Does immersion actually cause time loss, he asked, or just part of getting locked into the world because of friendships, culture, and various other things people get out of playing the game?
People don't go into [virtual world] Whyville
for nefarious reasons, said Clark - instead they have friends, agency, validation, and in-game rewards. When people study that interaction, they get a clearer idea of why a player goes into any given game. Researchers, he said, should create a model for how a patient is interacting with a game.
The Real World Relationship
Pathologies tend to affect both the primary and in-game worlds, continued Clark. For instance, insomnia in the real world could be correlated with obsessive level grinding in World of Warcraft
. Play that meets the definition of 'internet addiction disorder' isn't necessarily pathological excess, as the IAD-type definition conflates healthy with therapeutic or harmless uses.

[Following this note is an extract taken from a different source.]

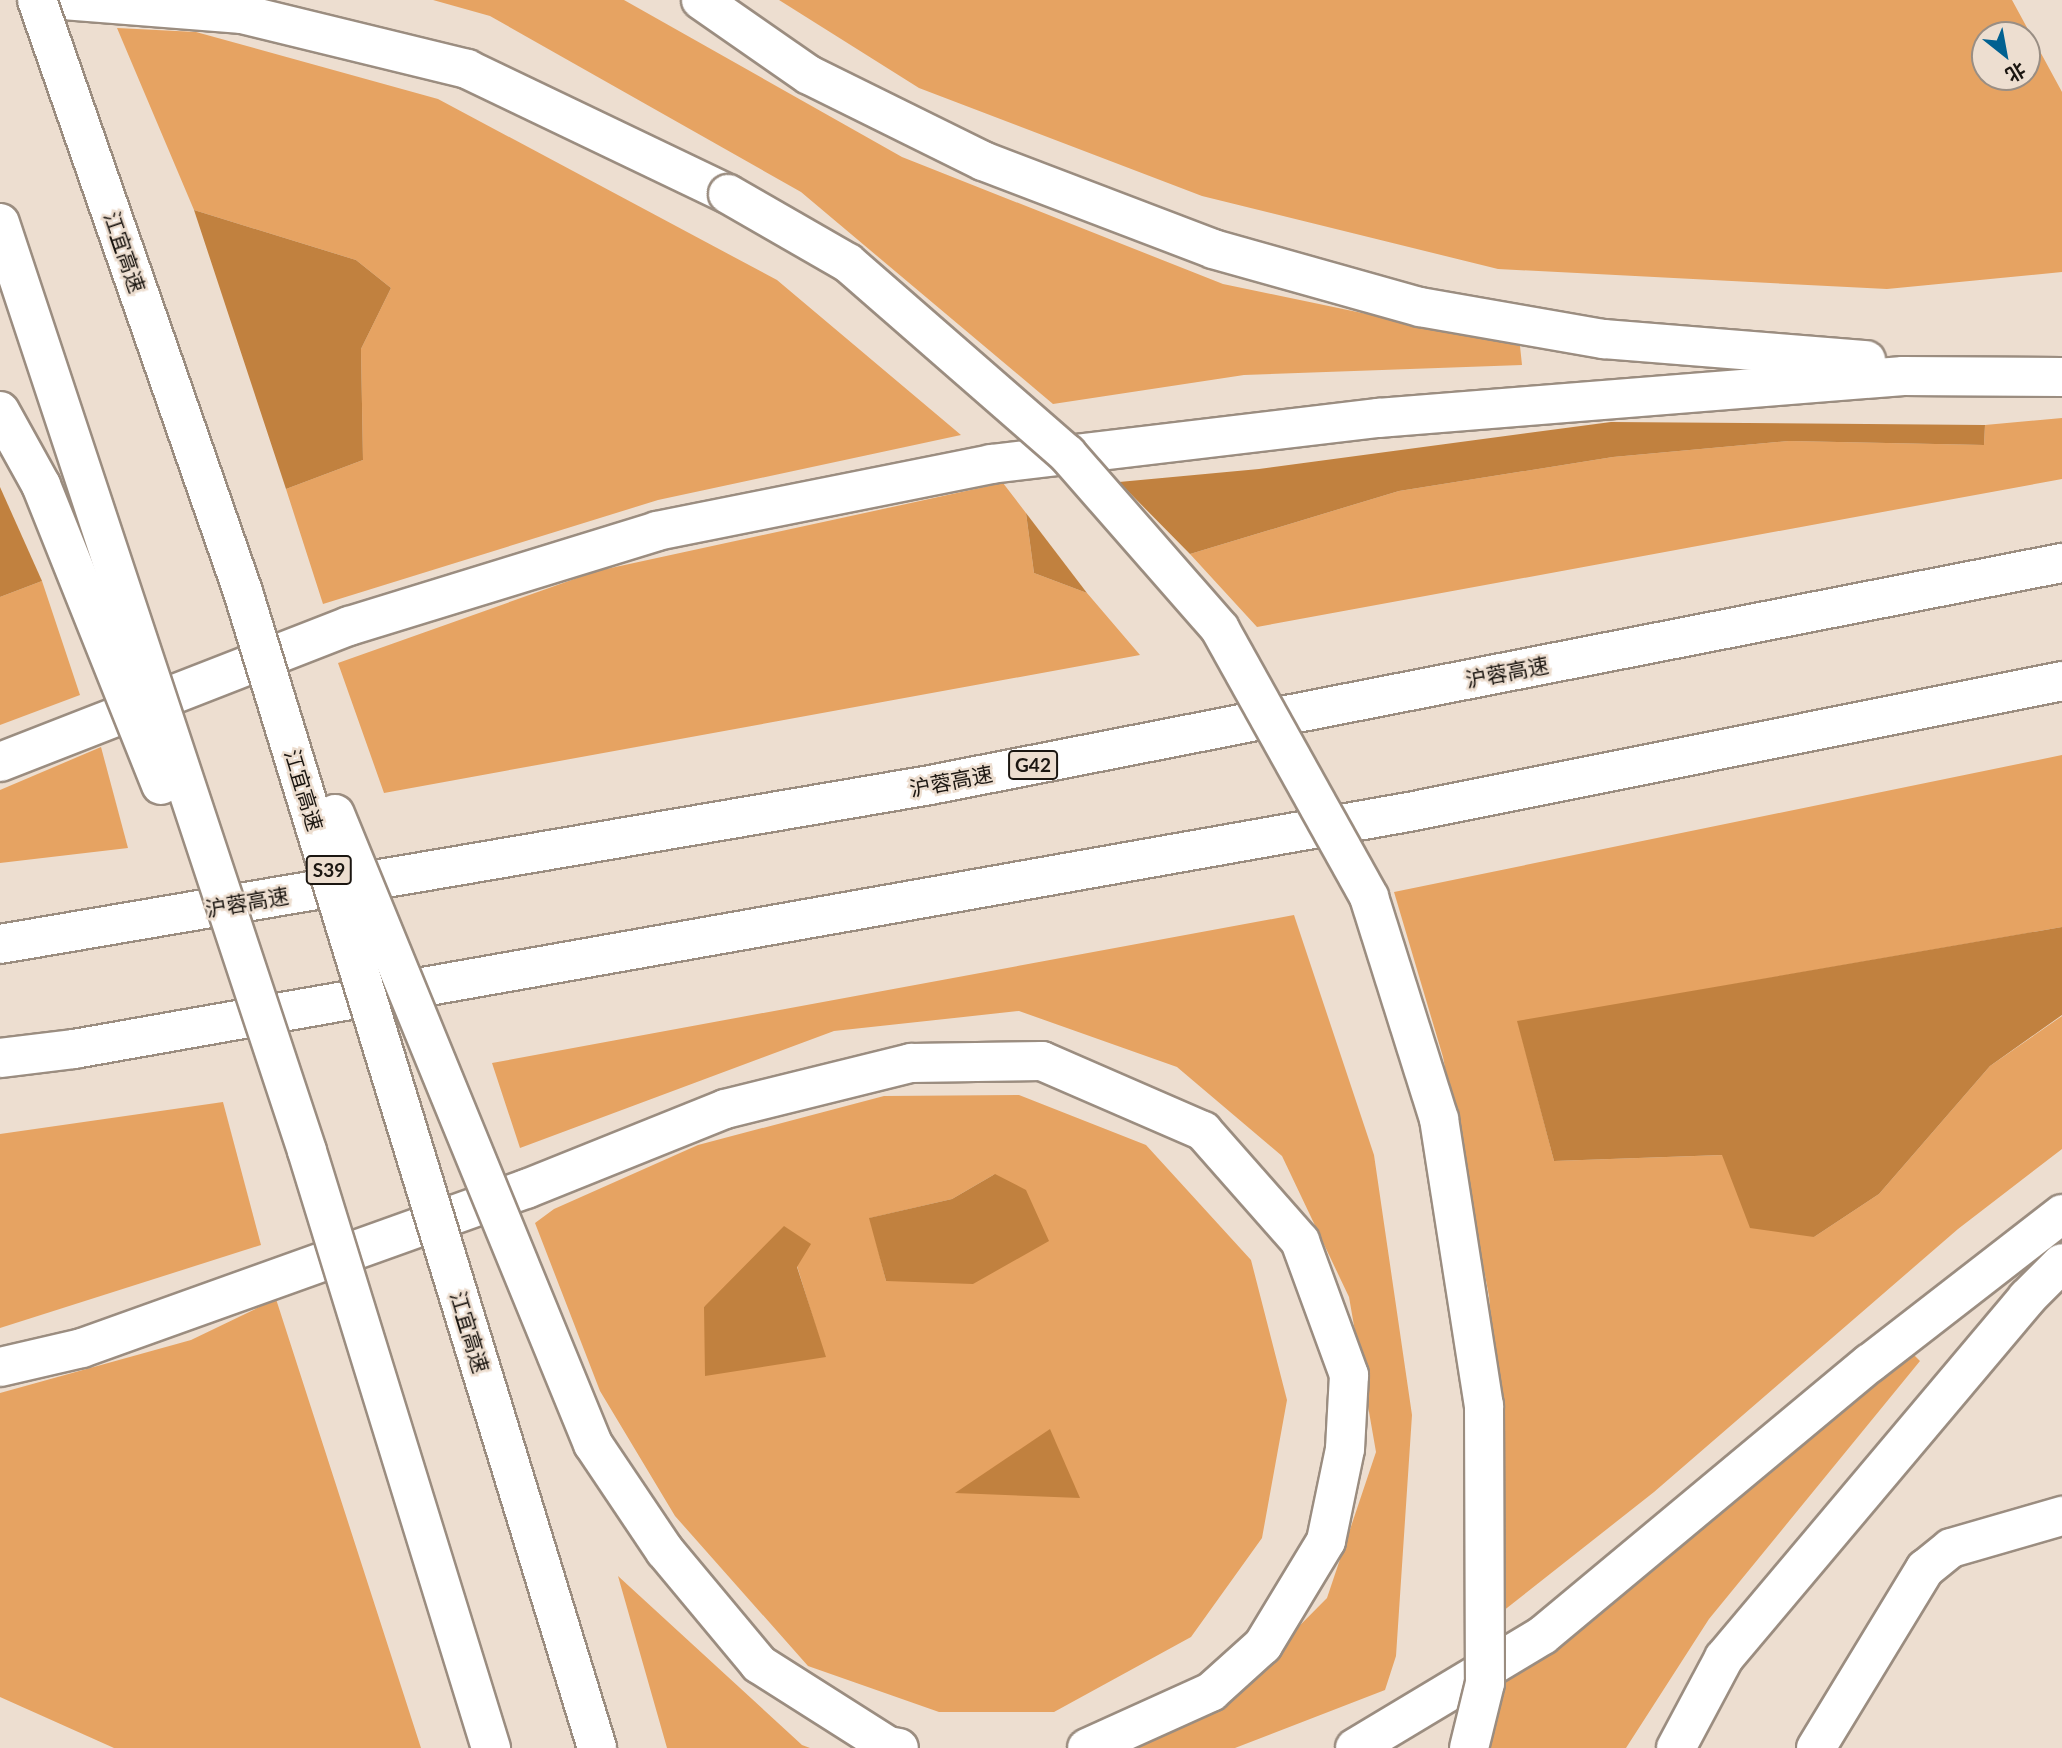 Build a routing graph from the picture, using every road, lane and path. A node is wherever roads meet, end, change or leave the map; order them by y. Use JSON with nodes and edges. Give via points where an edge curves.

A preoccupation with a game like World of Warcraft
isn't necessarily bad, said Clark. People have in-game friendships and real-world pressures, and taking away games might take away the good things that go with it. Researchers, he suggested, "need a more robust way of looking at the problem."
So what can developers do to combat the problem? Clark said they should be more pro-active, by providing functional tools that help people monitor their own play, send timed messages to remind players to 'go do real world stuff,' or employ voluntary lock-out systems.
In the long term, the industry needs a critical design discussion to talk about how immersion, culture, and interactions come together to cause this perceived addiction, Clark suggested. The Sims
developers have been talking about immersion in their game for years, for instance, and the desire to make sure it's not harmful.
At the same time, Clark concluded, researchers need to connect with each other and work together to ensure they're up on the latest research, and "move outside the internet addiction criteria to get a handle on what's actually happening." The current criteria are attractive, with a simple checklist to figure out an addiction "percentage," but the real problem, said Clark, is much harder.